What you need to do: Could the listing below be reproduced exactly, minus its pictures?

Material provided:
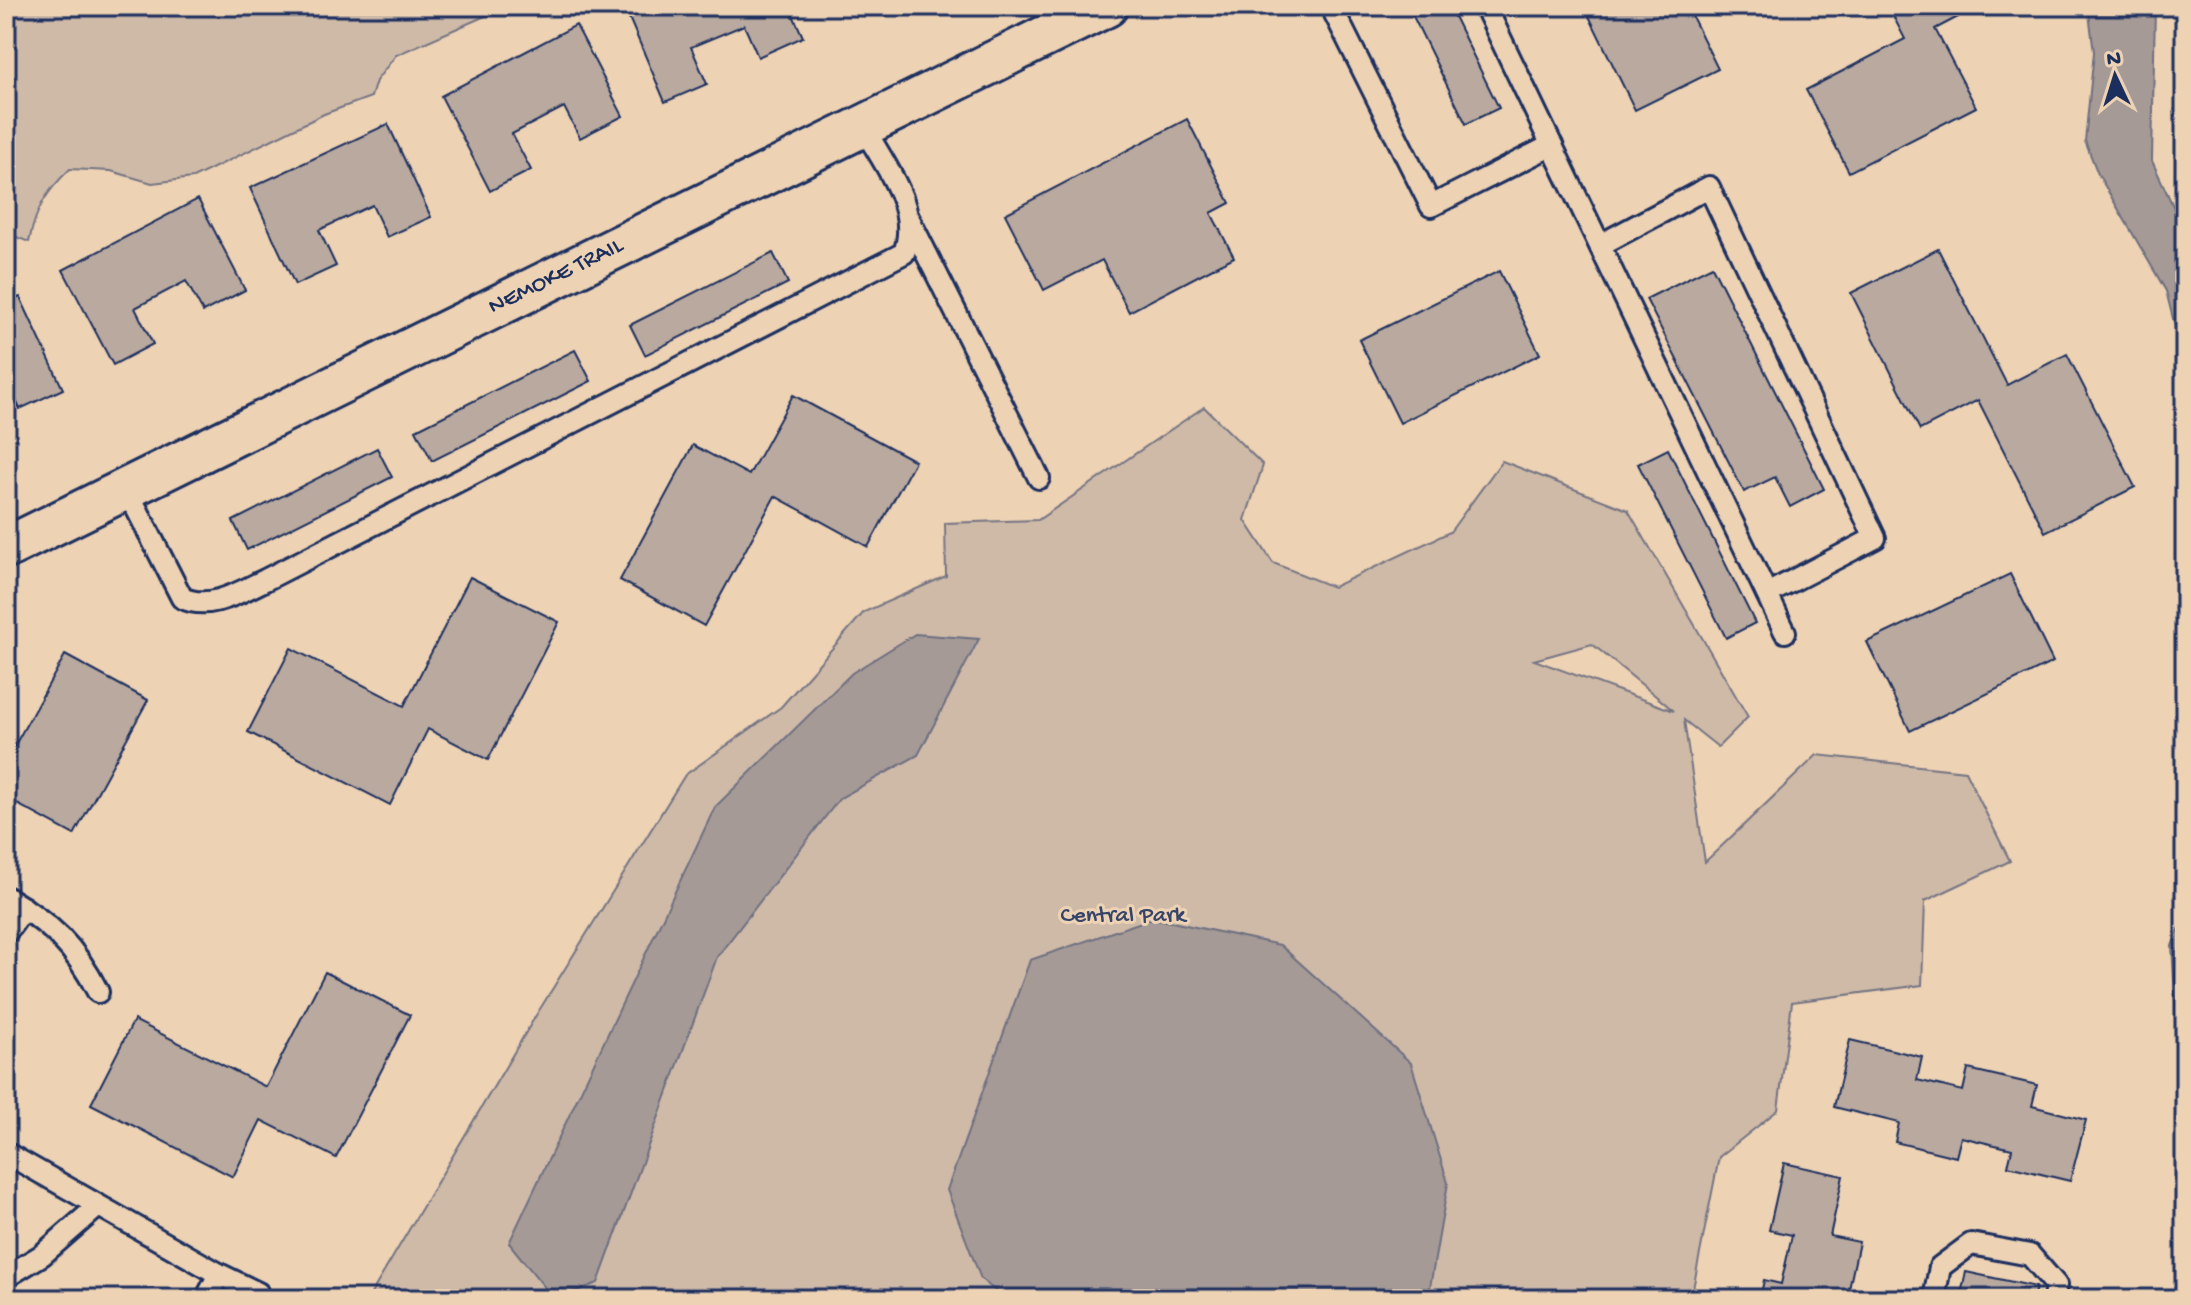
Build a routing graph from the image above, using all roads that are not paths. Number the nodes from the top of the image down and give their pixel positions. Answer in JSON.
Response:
{"nodes":[{"id":1,"x":1107,"y":6,"type":"edge"},
{"id":2,"x":1331,"y":6,"type":"edge"},
{"id":3,"x":1485,"y":6,"type":"edge"},
{"id":4,"x":863,"y":126,"type":"junction"},
{"id":5,"x":1552,"y":145,"type":"junction"},
{"id":6,"x":909,"y":219,"type":"junction"},
{"id":7,"x":1600,"y":245,"type":"junction"},
{"id":8,"x":1039,"y":478,"type":"dead end"},
{"id":9,"x":126,"y":488,"type":"junction"},
{"id":10,"x":6,"y":548,"type":"edge"},
{"id":11,"x":1767,"y":594,"type":"junction"},
{"id":12,"x":1785,"y":632,"type":"dead end"},
{"id":13,"x":15,"y":902,"type":"edge"},
{"id":14,"x":6,"y":933,"type":"edge"},
{"id":15,"x":98,"y":992,"type":"dead end"},
{"id":16,"x":6,"y":1153,"type":"edge"},
{"id":17,"x":98,"y":1206,"type":"junction"},
{"id":18,"x":219,"y":1274,"type":"junction"},
{"id":19,"x":6,"y":1277,"type":"edge"},
{"id":20,"x":258,"y":1293,"type":"dead end"},
{"id":21,"x":206,"y":1299,"type":"edge"},
{"id":22,"x":1934,"y":1299,"type":"edge"},
{"id":23,"x":2054,"y":1299,"type":"edge"}],
"edges":[{"from":1,"to":4,"type":"street","name":"NEMOKE TRAIL"},
{"from":2,"to":5,"type":"lane"},
{"from":3,"to":5,"type":"lane"},
{"from":4,"to":6,"type":"lane"},
{"from":4,"to":9,"type":"street","name":"NEMOKE TRAIL"},
{"from":5,"to":7,"type":"lane"},
{"from":6,"to":8,"type":"lane"},
{"from":6,"to":9,"type":"lane"},
{"from":7,"to":11,"type":"lane"},
{"from":7,"to":11,"type":"lane"},
{"from":9,"to":10,"type":"street","name":"NEMOKE TRAIL"},
{"from":11,"to":12,"type":"lane"},
{"from":13,"to":14,"type":"lane"},
{"from":13,"to":15,"type":"lane"},
{"from":16,"to":17,"type":"lane"},
{"from":17,"to":18,"type":"lane"},
{"from":17,"to":19,"type":"lane"},
{"from":18,"to":20,"type":"lane"},
{"from":18,"to":21,"type":"lane"},
{"from":22,"to":23,"type":"lane"}]}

Solution to the problem:
Build a routing graph from the image above, using all roads that are not paths. Number the nodes from the top of the image down and give their pixel positions. Answer in JSON.
Response:
{"nodes":[{"id":1,"x":1107,"y":6,"type":"edge"},
{"id":2,"x":1331,"y":6,"type":"edge"},
{"id":3,"x":1485,"y":6,"type":"edge"},
{"id":4,"x":863,"y":126,"type":"junction"},
{"id":5,"x":1552,"y":145,"type":"junction"},
{"id":6,"x":909,"y":219,"type":"junction"},
{"id":7,"x":1600,"y":245,"type":"junction"},
{"id":8,"x":1039,"y":478,"type":"dead end"},
{"id":9,"x":126,"y":488,"type":"junction"},
{"id":10,"x":6,"y":548,"type":"edge"},
{"id":11,"x":1767,"y":594,"type":"junction"},
{"id":12,"x":1785,"y":632,"type":"dead end"},
{"id":13,"x":15,"y":902,"type":"edge"},
{"id":14,"x":6,"y":933,"type":"edge"},
{"id":15,"x":98,"y":992,"type":"dead end"},
{"id":16,"x":6,"y":1153,"type":"edge"},
{"id":17,"x":98,"y":1206,"type":"junction"},
{"id":18,"x":219,"y":1274,"type":"junction"},
{"id":19,"x":6,"y":1277,"type":"edge"},
{"id":20,"x":258,"y":1293,"type":"dead end"},
{"id":21,"x":206,"y":1299,"type":"edge"},
{"id":22,"x":1934,"y":1299,"type":"edge"},
{"id":23,"x":2054,"y":1299,"type":"edge"}],
"edges":[{"from":1,"to":4,"type":"street","name":"NEMOKE TRAIL"},
{"from":2,"to":5,"type":"lane"},
{"from":3,"to":5,"type":"lane"},
{"from":4,"to":6,"type":"lane"},
{"from":4,"to":9,"type":"street","name":"NEMOKE TRAIL"},
{"from":5,"to":7,"type":"lane"},
{"from":6,"to":8,"type":"lane"},
{"from":6,"to":9,"type":"lane"},
{"from":7,"to":11,"type":"lane"},
{"from":7,"to":11,"type":"lane"},
{"from":9,"to":10,"type":"street","name":"NEMOKE TRAIL"},
{"from":11,"to":12,"type":"lane"},
{"from":13,"to":14,"type":"lane"},
{"from":13,"to":15,"type":"lane"},
{"from":16,"to":17,"type":"lane"},
{"from":17,"to":18,"type":"lane"},
{"from":17,"to":19,"type":"lane"},
{"from":18,"to":20,"type":"lane"},
{"from":18,"to":21,"type":"lane"},
{"from":22,"to":23,"type":"lane"}]}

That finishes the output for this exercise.